Lead is present in almost any house built before 1978. That’s more than 90 percent of San Francisco’s homes. The Mayor’s Office of Housing administers federal grants to help clean up lead, and it’s partnered with Lead Free to handle emergency cases. There are also cleanup subsidies available to low-income families with children. They can hire whomever they want to do the work. But Lead Free is hoping they’ll hire them.

“One of the trainees that I have right now is a single mom of a little six year old girl and prior to this she cleaned houses whenever she could get one,” says Ginny Fontenot.

She’s worked as both a social worker and a lead remediation specialist, and she helps train people through Lead Free. Her trainees learn that the idea isn’t to get all the lead out of a house, but instead to make it safe. That can mean encasing lead beneath special barriers – that’s called encapsulating – or removing particularly toxic windows and doors. What works best depends on the situation. There’s a lot to learn. And most of them are still just getting started.
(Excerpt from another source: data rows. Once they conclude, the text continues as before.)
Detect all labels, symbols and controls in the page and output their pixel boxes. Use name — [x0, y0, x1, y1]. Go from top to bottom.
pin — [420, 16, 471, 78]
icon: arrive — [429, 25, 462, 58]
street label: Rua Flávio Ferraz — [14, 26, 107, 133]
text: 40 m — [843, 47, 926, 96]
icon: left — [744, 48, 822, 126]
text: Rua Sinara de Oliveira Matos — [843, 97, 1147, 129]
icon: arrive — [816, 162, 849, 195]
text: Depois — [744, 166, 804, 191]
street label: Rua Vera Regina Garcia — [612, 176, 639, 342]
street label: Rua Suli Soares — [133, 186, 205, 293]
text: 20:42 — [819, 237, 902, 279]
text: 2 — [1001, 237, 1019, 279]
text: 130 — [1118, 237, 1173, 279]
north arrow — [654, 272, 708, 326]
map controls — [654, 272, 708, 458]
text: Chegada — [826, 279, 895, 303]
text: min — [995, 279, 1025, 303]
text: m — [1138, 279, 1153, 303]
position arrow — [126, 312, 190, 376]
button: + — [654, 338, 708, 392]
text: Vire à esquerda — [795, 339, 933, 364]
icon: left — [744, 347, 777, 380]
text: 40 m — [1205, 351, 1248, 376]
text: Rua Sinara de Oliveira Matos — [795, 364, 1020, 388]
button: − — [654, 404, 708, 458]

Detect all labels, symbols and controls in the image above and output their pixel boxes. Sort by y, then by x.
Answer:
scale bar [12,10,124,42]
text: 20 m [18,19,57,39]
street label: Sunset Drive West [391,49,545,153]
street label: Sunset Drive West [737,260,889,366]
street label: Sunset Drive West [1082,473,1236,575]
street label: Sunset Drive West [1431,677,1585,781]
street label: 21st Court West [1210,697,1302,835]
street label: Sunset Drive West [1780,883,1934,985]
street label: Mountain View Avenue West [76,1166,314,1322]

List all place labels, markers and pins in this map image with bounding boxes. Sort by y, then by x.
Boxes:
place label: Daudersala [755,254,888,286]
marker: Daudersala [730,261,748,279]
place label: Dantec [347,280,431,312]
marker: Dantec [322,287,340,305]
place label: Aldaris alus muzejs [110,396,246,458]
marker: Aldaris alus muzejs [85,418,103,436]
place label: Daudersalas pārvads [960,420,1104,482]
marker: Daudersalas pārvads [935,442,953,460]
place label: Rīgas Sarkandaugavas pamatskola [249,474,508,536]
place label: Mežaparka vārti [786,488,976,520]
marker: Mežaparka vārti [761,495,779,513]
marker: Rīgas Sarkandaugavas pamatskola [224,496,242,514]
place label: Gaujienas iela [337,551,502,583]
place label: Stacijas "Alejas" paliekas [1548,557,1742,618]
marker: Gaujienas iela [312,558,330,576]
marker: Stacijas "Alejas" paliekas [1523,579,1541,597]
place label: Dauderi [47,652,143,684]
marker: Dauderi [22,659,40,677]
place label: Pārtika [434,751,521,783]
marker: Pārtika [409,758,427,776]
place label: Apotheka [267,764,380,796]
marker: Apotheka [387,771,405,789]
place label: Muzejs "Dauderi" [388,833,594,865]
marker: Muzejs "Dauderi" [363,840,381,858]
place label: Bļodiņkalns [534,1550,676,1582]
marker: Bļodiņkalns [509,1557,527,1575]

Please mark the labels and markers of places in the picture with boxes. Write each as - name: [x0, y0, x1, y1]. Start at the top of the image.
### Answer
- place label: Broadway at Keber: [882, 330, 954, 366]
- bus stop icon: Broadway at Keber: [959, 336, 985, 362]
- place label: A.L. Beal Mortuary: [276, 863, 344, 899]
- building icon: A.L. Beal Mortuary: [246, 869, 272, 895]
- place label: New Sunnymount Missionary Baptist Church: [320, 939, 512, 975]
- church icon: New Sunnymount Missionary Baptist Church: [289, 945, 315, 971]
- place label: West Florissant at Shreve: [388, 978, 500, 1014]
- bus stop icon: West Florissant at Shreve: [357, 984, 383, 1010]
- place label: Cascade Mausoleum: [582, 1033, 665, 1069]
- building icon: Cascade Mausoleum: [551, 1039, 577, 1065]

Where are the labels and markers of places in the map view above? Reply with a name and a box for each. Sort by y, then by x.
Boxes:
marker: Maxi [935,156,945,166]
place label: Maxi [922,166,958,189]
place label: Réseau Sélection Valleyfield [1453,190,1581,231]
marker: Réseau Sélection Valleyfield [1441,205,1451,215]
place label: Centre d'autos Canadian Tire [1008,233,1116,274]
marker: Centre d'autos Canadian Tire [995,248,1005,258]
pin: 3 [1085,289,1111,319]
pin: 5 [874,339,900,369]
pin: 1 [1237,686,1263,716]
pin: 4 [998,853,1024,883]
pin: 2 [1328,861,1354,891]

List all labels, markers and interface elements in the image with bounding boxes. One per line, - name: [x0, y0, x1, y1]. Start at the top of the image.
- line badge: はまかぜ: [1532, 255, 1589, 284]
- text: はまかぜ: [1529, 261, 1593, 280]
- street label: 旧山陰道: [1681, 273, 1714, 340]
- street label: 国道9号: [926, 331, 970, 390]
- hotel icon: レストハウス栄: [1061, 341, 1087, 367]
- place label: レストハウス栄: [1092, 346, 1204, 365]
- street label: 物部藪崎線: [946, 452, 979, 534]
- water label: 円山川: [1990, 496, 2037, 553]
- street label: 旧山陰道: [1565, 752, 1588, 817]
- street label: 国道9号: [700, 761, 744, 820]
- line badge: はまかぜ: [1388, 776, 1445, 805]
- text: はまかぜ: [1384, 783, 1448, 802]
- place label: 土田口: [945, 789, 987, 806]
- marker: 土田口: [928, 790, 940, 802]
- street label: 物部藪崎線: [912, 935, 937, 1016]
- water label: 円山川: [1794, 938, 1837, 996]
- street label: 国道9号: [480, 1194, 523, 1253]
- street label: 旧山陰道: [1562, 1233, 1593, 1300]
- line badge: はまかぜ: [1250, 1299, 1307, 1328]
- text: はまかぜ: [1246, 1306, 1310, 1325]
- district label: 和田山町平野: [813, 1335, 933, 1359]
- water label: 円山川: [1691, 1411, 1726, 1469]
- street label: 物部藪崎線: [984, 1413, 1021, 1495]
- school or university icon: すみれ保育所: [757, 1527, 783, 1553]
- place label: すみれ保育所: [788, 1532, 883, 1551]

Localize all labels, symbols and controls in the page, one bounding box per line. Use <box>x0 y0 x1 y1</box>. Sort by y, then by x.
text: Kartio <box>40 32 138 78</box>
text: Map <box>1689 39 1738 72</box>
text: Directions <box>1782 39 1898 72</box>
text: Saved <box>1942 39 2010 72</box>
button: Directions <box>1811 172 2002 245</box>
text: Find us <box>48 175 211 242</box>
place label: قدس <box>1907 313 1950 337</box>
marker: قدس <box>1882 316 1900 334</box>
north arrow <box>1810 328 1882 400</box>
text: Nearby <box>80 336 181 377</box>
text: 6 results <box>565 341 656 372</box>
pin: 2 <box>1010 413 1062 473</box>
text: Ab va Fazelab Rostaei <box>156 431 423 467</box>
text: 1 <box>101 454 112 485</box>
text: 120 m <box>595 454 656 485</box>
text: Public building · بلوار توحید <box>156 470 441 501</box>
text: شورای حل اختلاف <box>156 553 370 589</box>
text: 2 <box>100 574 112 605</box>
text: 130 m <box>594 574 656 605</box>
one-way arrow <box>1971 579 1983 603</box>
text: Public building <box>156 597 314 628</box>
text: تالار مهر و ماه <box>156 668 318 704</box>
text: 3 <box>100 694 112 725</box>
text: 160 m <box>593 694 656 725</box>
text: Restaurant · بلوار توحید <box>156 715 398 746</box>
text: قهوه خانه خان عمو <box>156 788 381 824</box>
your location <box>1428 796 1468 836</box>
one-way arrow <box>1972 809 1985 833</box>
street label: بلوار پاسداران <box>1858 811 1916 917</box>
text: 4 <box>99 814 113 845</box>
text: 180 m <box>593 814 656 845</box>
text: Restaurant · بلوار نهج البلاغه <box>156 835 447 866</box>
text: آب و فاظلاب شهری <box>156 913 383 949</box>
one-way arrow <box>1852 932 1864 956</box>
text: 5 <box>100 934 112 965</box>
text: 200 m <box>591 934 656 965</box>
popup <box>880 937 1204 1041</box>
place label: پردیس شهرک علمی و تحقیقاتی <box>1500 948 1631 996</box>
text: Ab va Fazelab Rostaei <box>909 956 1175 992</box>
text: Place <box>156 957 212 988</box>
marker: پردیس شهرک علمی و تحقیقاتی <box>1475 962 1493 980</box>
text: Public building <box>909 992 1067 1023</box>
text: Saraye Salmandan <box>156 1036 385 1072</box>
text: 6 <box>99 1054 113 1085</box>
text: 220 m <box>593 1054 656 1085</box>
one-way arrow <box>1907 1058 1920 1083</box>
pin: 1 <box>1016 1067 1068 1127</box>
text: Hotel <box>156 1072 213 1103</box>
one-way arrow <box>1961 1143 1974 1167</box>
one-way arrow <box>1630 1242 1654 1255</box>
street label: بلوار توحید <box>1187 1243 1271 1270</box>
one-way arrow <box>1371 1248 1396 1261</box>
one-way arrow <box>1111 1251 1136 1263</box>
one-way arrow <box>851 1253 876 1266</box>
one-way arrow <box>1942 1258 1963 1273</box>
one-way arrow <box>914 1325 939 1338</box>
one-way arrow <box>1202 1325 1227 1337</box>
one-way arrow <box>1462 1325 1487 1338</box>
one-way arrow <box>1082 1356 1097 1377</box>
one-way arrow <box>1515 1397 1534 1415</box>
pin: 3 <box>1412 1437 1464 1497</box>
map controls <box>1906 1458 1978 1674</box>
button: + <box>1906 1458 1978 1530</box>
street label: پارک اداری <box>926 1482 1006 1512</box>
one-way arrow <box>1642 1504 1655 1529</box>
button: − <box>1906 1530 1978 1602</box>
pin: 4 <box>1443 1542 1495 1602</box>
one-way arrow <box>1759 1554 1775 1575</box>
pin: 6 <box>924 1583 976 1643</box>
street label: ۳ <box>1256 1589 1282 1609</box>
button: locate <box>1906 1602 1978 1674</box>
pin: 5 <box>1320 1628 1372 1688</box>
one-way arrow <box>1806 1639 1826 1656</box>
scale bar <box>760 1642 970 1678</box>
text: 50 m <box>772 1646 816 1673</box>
“We are going to be training them, sending them to state-certified… to get state certification and hopefully get them good jobs,” says Fontenot.

Trainees at Lead Free, just like the trainees at Asian Neighborhood Design, are headed for non-union jobs. Still, the Environmental Protection Agency offers a variety of certifications for lead cleanup – all the way up to supervisor. Earning all of them can take up to a year. But it’s worth it. Just like in solar, a trained lead cleanup worker makes about $15 per hour.

“That is the essence of why the program was created in the first place,” says Melgar. “Because wage differential between just cleaning houses and what someone can earn doing lead dust cleaning is quite significant.”

It’s a shame there isn’t a nicer way of saying “killing two birds with one stone,” but solving two problems with one job is a good start. 

Correction: This story originally stated that Jamie Brewster was a professional skateboarder before he went to prison. It has been corrected to state that he was an amateur at that time.